Heute ist das anders. Das Problem trägt viele Fragezeichen, aber eines ist sicher, weil statistisch bewiesen: In der Biskaya und gelegentlich bis runter nach Gibraltar hat es derart viele Auseinandersetzungen mit Walen, teilweise mit Schiffsversenkungen gegeben, dass man von Zufällen nicht mehr ausgehen kann. Fragen Sie mich nicht, warum das so ist und warum das so urplötzlich vor ein paar Jahren begonnen hat. Niemand weiß es und die wildesten Spekulationen über das aggressive, unerklärliche Verhalten dieser hoch-intelligenten Säugetiere treiben die Segler um. Tatsache ist nur, dass eben in diesen Gewässern (Biskaya) nicht selten Yachten von Orca-Weibchen (nur die sind die „Bösen“) angegriffen und auch versenkt werden. Bis jetzt allerdings, soweit bekannt ohne Todesfälle unter den Seglern.
Jetzt werden Sie fragen, wie man diesem Risiko zuverlässig aus dem Wege gehen kann.

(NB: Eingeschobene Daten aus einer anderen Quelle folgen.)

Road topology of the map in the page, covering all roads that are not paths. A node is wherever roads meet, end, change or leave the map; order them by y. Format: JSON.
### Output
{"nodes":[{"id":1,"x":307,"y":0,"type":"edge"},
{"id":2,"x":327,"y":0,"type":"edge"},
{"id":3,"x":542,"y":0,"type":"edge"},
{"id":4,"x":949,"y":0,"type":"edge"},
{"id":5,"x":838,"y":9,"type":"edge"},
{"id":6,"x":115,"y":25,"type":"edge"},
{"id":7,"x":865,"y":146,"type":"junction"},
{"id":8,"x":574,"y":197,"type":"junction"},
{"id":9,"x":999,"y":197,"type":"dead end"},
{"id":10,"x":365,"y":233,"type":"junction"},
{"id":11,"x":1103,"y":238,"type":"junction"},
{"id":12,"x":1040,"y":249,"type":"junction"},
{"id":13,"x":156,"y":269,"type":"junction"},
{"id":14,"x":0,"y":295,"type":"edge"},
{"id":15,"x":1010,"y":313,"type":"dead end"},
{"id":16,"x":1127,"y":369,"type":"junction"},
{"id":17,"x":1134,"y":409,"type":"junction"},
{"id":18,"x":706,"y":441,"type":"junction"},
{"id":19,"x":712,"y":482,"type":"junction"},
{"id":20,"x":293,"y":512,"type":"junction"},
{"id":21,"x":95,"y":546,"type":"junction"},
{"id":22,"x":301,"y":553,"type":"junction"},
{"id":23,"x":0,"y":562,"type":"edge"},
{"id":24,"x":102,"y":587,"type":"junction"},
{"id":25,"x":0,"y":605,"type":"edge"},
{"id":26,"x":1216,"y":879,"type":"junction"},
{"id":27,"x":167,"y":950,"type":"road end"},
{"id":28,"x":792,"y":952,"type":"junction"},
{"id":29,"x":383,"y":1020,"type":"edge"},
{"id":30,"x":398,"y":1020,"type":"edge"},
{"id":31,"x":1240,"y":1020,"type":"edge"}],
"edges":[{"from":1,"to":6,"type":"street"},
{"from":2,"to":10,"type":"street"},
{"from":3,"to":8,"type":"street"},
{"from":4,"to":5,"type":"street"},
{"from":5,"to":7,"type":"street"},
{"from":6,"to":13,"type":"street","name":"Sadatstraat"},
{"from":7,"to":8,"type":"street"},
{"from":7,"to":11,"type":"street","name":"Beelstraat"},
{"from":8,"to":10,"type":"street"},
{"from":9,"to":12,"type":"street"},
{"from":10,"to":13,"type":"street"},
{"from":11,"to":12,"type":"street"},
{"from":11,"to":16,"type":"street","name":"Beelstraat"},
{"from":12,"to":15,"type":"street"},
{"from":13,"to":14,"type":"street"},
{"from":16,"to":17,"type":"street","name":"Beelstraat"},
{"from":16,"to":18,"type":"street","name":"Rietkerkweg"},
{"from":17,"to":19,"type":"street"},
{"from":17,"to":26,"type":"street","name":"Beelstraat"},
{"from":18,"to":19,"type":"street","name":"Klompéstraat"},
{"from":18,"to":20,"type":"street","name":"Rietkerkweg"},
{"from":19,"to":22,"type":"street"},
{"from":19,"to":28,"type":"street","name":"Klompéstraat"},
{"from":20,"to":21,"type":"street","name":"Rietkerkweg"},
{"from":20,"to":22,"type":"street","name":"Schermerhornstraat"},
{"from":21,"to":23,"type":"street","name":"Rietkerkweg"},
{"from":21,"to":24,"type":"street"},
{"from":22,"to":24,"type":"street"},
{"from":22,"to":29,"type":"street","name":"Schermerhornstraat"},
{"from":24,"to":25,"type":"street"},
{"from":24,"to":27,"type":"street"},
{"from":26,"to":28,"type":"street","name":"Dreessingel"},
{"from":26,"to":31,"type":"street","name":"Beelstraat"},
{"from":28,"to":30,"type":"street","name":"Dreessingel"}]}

Wie Sie befürchten, lautet die Antwort: „Gar nicht“.
Sie lesen am besten mal durch, was ein richtiger Experte (nicht einer, der von der YACHT dazu ernannt wurde) zu diesem Thema geschrieben hat. Martin Birkhoff hat die Biskaya trotz der Orca-Problematik selbst überquert und beschäftigt sich intensiv, auch unter Einbeziehung von Forschern, mit dieser für Yachten und Fischer herrschenden Gefahr.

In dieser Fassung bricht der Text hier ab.